Come back, GOP
In Sacramento, California Republicans -- real Republicans, the ones who used to stand up for fiscal responsibility -- are becoming scarce. There was a time, not too long ago, when the state’s GOP lawmakers would engage with Democrats to craft sustainable spending plans that helped the state pay its bills without simply pushing its problems onto future generations. But as Republicans veer toward endangered-species status in the Capitol, in terms of raw numbers, those who remain appear to have rebranded themselves. The prior insistence on fiscal conservatism has been replaced by a willingness to accept fiscal chaos -- as long as taxes never go up.
Govs. Ronald Reagan and Pete Wilson, among others, guided the state through difficult decisions to raise taxes when the budget demanded it. To be sure, it’s not always easy to tell the difference between those old-school fiscal-responsibility Republicans and the newer no-new-tax-ever brand, because a principled conservative who insists on the state paying its bills on time and adding only what programs we can afford will, more often than not, reject higher taxes as unfair to residents and damaging to economic growth. It is debatable whether either the higher income taxes demanded by Democrats to balance this year’s budget or the temporary sales tax increase floated by Gov. Arnold Schwarzenegger are appropriate.
But the fact that it is debatable is just the point. There is a debate to be had, and California needs its Republican lawmakers to join in. If there are $15 billion in program cuts that won’t simply transfer costs to next year’s budget or further into the future, let’s hear about them. If there aren’t, then Republican lawmakers must confront tax increases as a prudent step, just as they must acknowledge that much of the state’s current problem stems from the unwarranted reduction of the vehicle license fee that swept Schwarzenegger into office.

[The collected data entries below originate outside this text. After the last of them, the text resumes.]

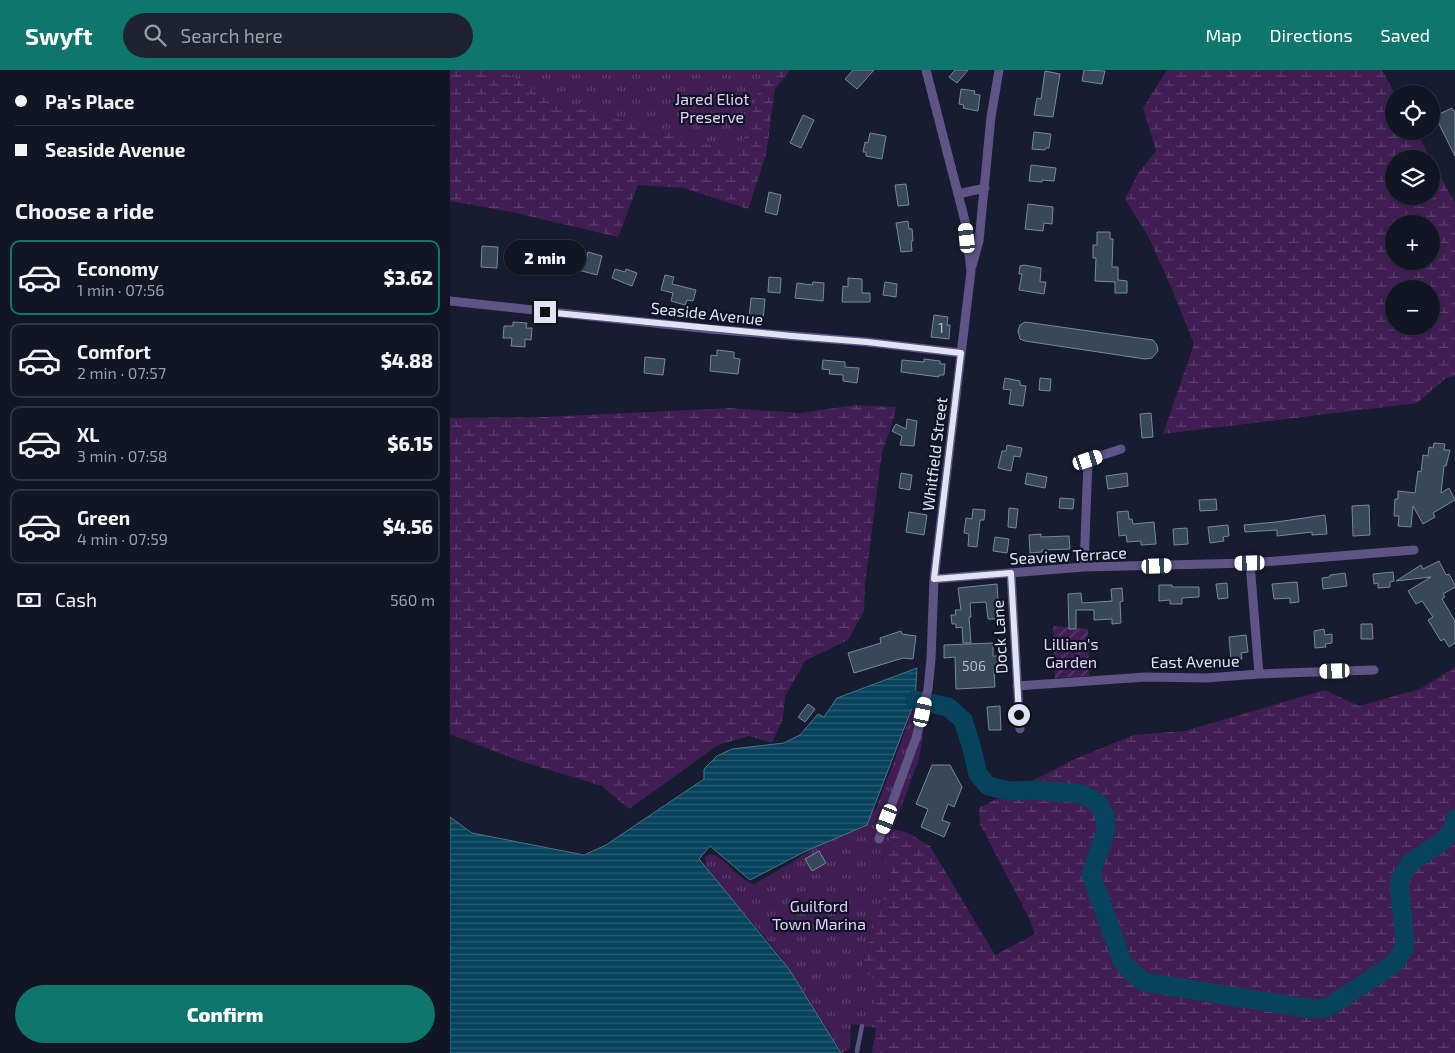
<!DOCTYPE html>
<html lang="en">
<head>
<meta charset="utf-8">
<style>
	body { margin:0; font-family:"Exo 2",sans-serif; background:#1e2231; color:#f1f3f6; height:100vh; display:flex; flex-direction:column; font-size:19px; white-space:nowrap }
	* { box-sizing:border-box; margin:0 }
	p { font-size:16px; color:#9c9fa6 }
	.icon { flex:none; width:28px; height:28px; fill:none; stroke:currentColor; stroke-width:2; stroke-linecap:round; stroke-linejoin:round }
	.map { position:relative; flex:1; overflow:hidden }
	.panel { display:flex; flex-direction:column; background:#111524; width:450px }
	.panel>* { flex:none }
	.top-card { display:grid; align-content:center; height:110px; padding:0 15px; background:#111524 }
	.buttons { position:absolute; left:935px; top:15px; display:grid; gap:10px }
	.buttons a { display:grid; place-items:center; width:55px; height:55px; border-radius:50%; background:#111524; box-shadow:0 1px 4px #0004,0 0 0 1px #303441; font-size:25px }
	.end { position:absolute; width:22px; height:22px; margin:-11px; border:6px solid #e0e4f2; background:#111; box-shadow:0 0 0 2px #111 }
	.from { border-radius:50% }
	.bubble { position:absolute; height:35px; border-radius:18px; background:#111524; box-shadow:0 1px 4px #0004,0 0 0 1px #303441; font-size:16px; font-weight:800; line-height:35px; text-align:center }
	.car { position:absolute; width:15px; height:30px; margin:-15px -8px; border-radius:6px; box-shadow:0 0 4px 1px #0007; background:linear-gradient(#fff 24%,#345 0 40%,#fff 0 76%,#345 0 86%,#fff 0) }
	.top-card b { display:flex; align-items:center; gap:18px; height:48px; font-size:19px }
	.top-card b+b { border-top:1px solid #303441 }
	.top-card i { width:12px; height:12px; background:#f1f3f6 }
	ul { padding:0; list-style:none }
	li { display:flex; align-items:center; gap:15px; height:75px; margin:0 10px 8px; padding:0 5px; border:2px solid #303441; border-radius:10px }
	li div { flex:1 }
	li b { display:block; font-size:19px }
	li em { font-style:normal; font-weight:800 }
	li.selected { border-color:#0f766e }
	li>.icon { width:45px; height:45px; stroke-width:1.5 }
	h2 { padding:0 15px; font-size:22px; line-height:60px }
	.pay { display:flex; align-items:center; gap:12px; height:55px; padding:0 15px; font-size:19px }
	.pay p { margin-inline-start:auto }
	.button { display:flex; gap:10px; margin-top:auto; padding:10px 15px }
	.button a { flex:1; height:58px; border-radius:30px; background:#0f766e; color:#fff; font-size:20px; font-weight:800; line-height:58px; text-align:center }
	header { display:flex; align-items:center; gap:30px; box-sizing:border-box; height:70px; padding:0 25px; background:#0f766e; color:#fff }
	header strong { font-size:24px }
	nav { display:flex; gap:28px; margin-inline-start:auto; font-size:18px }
	.search { width:350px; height:45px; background:#1e2231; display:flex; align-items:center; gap:12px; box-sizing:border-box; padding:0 18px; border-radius:28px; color:#9c9fa6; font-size:19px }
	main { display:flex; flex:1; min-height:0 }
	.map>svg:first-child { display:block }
</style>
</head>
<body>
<header>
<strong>Swyft</strong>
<div class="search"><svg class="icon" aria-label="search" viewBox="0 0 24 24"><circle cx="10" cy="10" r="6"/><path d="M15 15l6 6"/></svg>Search here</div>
<nav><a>Map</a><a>Directions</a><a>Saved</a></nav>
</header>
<main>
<section class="panel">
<div class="top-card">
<b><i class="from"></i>Pa's Place</b>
<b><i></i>Seaside Avenue</b>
</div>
<h2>Choose a ride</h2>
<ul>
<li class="selected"><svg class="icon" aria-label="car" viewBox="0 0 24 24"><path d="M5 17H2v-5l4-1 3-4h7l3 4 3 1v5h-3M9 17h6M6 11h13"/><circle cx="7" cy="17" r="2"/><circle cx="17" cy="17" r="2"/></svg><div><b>Economy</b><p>1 min · 07:56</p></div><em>$3.62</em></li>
<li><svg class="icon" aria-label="car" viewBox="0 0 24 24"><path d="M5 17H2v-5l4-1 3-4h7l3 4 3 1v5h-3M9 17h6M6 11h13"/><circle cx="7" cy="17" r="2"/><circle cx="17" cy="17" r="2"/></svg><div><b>Comfort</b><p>2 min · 07:57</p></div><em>$4.88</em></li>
<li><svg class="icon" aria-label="car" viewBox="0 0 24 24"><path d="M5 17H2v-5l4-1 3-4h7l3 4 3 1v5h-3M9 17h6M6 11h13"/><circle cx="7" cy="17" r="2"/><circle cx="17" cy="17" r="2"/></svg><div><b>XL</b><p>3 min · 07:58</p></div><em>$6.15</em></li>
<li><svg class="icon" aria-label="car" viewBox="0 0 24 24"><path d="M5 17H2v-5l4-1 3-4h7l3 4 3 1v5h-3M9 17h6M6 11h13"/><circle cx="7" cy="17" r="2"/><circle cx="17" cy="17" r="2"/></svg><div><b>Green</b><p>4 min · 07:59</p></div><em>$4.56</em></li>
</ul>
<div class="pay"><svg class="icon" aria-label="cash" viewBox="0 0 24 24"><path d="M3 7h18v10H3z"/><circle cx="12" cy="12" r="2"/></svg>Cash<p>560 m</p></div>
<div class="button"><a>Confirm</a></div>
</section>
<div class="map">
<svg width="1005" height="983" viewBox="0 0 1005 983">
	<defs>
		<pattern id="wetland-marsh" width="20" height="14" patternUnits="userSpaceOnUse" patternTransform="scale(1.25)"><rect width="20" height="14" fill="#401e53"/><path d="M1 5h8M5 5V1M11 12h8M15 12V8" fill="none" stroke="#5b3f6c"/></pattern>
		<pattern id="park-tufts" width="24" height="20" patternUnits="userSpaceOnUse" patternTransform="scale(1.25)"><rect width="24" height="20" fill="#401e53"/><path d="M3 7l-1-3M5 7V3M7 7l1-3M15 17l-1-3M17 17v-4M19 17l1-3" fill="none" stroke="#5b3f6c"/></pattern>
		<pattern id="garden-furrows" width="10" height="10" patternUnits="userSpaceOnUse" patternTransform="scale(1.25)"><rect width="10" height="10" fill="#401e53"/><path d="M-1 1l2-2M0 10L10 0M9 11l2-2" fill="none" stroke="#5b3f6c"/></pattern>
		<pattern id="water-rules" width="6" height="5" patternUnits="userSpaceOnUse" patternTransform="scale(1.25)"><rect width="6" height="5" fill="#07435c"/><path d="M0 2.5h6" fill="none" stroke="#2b5e74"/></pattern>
	</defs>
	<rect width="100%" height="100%" fill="#171c30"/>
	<path fill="url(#wetland-marsh)" fill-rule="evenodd" d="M0 0H340L325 19 316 85 298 139 234 118 188 115 168 167 62 142 0 131Z
		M717 0H932L945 24H944V61H966L981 89H944V126H981V90L1005 133V306L996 308 967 333 713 364 744 274 721 217 698 166 675 129 689 102 706 81 693 38ZM944 154H981V191H944ZM944 219H981V256H944Z
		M406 335 446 337 442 354 432 382 415 514 414 541 398 570 355 591 335 627 333 648 322 673 299 666 268 675 179 739 152 716 67 690 0 664V348L94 347 280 338 350 343Z
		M1005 597V983H422L426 958 411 899 441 802 432 790 443 759 458 763 480 776 545 885 585 864 579 848 530 754 529 738 627 688 684 665 735 661 875 620 909 636 970 619Z"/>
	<path fill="url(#park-tufts)" d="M49 0H315L290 83 113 34Z
		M462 639 476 642 469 689 432 789 441 802 411 898 422 907 426 958 401 954 400 978 392 983 339 898 315 867 256 800 255 787 260 784C275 786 285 808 304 814L339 794 394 757 419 747 426 739 454 664Z"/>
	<path fill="url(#garden-furrows)" d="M603 556 638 559 639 606 605 608Z"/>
	<path fill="url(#water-rules)" stroke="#487389" d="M467 598 465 630 417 755 356 781 300 810 260 776 249 789 339 899 391 983H0V747L22 763 134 785 156 775 254 709V699L267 686 282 679 334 673 350 665 368 644 374 647 387 628Z"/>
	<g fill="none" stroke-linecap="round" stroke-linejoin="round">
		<path stroke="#07435c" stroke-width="19" d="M465 630 498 637 513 650 521 675 528 704 538 716 560 721 583 720 632 724 648 733 655 746 656 760 641 804 672 891 684 904 694 912 861 939 877 938 945 893 954 879 955 870 950 825V809L960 793 994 770 1003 760 1005 749"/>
	</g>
	<path fill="#38485b" stroke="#76889d" d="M403 0H424L407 19 395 9Z
		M505 0H518L507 13 499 7Z
		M634 0 655 1 652 14 632 11Z
		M595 1 610 4 603 47 584 45 587 28 591 29Z
		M511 19 525 21 524 24 530 25 528 41 513 38 514 35 509 34Z
		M1002 38 1005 43V86L985 46Z
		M353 45 364 50 351 78 340 73Z
		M584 62 601 64 599 78H596L595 80 582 79Z
		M420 63 436 66 432 89 416 86V82H413L415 72 418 73Z
		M581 95 606 98 604 111 592 110V112L579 111Z
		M456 114 459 135 448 136 445 115Z
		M319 122 331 125 327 145 315 142Z
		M578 134 603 137 602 154 594 153 593 161 575 159Z
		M458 151 459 159H462L463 171H461L462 181 451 182 446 153Z
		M647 162H660V169H663L662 197H668V210L677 211V223H665V212L645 211 646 188H643V175H647Z
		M32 176 48 177 47 198 31 197Z
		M138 182 152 186 147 205 128 200 132 186 137 187Z
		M70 189 96 191 95 203 69 201Z
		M574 195 591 198 590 212H596L594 224 569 220 572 204H569L570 196Z
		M165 199 175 202 176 199 187 203 182 216 162 208Z
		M215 205 224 207 222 214 246 220 243 231 237 230 235 235 221 231 223 223 211 220Z
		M319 207 331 208 330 223 318 222Z
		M398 208 412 209V223H420V232H392L393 216 398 217Z
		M363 212 374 213 373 231 345 228 347 213 362 215Z
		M435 212 447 214 446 227 433 225Z
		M301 228 315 229 313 250 299 249Z
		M484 245 498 247 497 255H500L499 269 481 267Z
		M63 252 77 253 76 258H82L81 270 75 269V277L61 276 62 268H53L54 256H63Z
		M575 252 703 270 707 275 708 281 702 288 695 289 575 271 570 269 568 261 570 255Z
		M267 280 284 282V288L290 289 288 304 260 301 261 285 267 286Z
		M195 287 215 289 213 305 194 303Z
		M474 289 490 291V294H495L494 305H489V307L451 302 452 290 474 292Z
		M373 290 395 292V297L409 298 407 313 393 311V305L379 304 380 300 372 299Z
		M555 308 570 311V315L576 316 573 336 559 334 561 320 553 319Z
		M590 308 601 309 600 321 589 320Z
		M701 343 703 367 692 368 690 344Z
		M457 349 467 351 464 376 450 375 452 366 442 361 446 354 456 359Z
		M984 373 995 374 994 380H1000L996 396H994L991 423 999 418 1005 430 983 443 985 447 973 454 963 436 961 457 948 456 949 446H944L945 429H948V421L965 423 968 401 971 402 973 385 978 386 979 377 983 378Z
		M557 375 572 378 570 387 564 386 561 401 548 398 552 381H556Z
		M451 403 462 405 460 420 449 418Z
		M577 403 597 407 595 418 575 414Z
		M677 403 678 416 658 419 656 406Z
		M610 428 624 429 623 439 609 438Z
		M766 429 767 440 750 441 749 430Z
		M919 435 920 465 903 466 902 436Z
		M559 438 568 439 566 458 558 457Z
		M523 439 535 440 534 450H530L527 477 518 476 519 464 514 463 516 448 522 449Z
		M678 441 679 449H682L683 454 704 452 706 474 691 475V471L677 472 676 465 669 466 667 442Z
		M459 442 477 445 474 465 456 462Z
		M875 445 877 464 862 465V462L827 466V460L795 462 794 455 826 452Z
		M778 455 779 466 773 467 774 471 760 473 758 457Z
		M737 458 738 474 724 475 723 459Z
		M591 464V467L619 466 620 479 592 480V482L580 483 579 465Z
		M545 467 559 469 557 483 543 481Z
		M989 491 996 505 999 504 1005 515V517L993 524 995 527 992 529 1005 551V573L999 577 994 569 991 571 978 550 983 547 972 531 966 534 958 521 981 507 946 511 971 495 973 499Z
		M943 502 944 511 940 512V517L928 518V513L924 514 923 504Z
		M895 503 897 516 873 519 872 508 880 507V505Z
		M847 512 849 532 840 533V528L824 529 822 514Z
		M777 513 778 528 768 529 766 514Z
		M547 514 549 549H538L536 532 520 533 521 547H519L521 573H513L512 557 506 558V554H502L501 545H506L505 540H511L508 518Z
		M709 515H722V517H749V527L732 528V534H720V530L709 531Z
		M672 518 673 531 670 532 671 553 662 554V549L644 550V540H626V559H619L618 524 631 523 632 533 662 531 661 519Z
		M911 554H922L923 569H911Z
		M874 559 875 565 882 564V573L875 574 876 577 865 578 864 561Z
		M451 561 452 564 466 566 463 589 453 588 404 603 398 583 431 573 430 568Z
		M796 565 798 582 791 583 792 589 781 590 779 567Z
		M543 573V586H553V598H544L545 617 506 619 505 587 494 588V575Z
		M358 634 365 639 355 652 348 647Z
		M550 636 551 660H539L537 637Z
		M482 695H500L512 717 504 737 498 734 492 750 500 753 494 767 471 757 478 739 466 734Z
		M369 781 376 793 362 801 355 789Z"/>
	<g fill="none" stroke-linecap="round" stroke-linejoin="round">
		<path stroke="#5e5486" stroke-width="4.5" d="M407 981 412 956"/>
		<path stroke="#5e5486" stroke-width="9" d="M508 124 535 118
			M522 196 529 171 541 47 549 0
			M0 231 259 259 417 272 511 283
			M800 493 809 604
			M634 497 638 390 671 379
			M561 503 570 659
			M484 509 634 497 800 493 964 480
			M567 616 696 607 756 608 809 604 924 600
			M429 769 466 668 478 619 481 589 484 509 521 201 515 151 476 0"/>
	</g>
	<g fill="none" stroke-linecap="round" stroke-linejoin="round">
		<path stroke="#e0e4f2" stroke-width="6" d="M95 242 342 266 417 272 511 283 484 509 561 503 569 645"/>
	</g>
	<g text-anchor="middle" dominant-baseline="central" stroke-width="4.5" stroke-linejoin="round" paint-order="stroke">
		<g font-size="14" fill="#b6bdcc">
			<text x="491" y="257">1</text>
			<text x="524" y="595">506</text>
		</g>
		<g font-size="16" fill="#e7cff6" stroke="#0f1326">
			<text x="262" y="28">Jared Eliot<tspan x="262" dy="18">Preserve</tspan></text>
			<text x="621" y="573">Lillian's<tspan x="621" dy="18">Garden</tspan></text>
			<text x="369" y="835">Guilford<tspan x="369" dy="18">Town Marina</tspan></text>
		</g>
		<g font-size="16" fill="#e0e4f2" stroke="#0f1326">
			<text transform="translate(257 243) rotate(6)">Seaside Avenue</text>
			<text transform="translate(484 384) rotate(-83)">Whitfield Street</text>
			<text transform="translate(618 485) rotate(-3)">Seaview Terrace</text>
			<text transform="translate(549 567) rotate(-93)">Dock Lane</text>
			<text transform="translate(745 591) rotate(-1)">East Avenue</text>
		</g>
	</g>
</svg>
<div class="buttons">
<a><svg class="icon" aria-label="locate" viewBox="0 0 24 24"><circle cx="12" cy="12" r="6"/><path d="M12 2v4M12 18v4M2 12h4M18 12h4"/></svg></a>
<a><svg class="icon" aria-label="layers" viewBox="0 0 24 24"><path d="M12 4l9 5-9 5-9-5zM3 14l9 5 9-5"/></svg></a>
<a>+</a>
<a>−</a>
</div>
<i class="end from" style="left:569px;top:645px"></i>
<i class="end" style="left:95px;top:242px"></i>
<div class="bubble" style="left:54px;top:170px;width:82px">2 min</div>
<i class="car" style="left:517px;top:168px;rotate:354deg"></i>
<i class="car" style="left:638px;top:390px;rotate:72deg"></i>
<i class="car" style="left:800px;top:493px;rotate:269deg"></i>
<i class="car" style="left:707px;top:496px;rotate:88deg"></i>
<i class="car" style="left:885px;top:601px;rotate:268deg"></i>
<i class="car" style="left:473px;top:642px;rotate:12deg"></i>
<i class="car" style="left:437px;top:749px;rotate:201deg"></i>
</div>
</main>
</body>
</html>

There are alternatives, and they aren’t pretty. The state could eliminate its two-thirds vote requirement for approving a budget. There would be some sense in that; it is a threshold shared only by two other, quite small, states -- Arkansas and Rhode Island. But that would leave Democrats with sole power to dictate budgets and taxes, and even fiscally responsible Republicans wouldn’t be able to do anything about it. Or Democrats could continue their slow march toward capturing two-thirds in the Assembly and the Senate, leaving the same result. Republicans, please come home -- before it’s too late.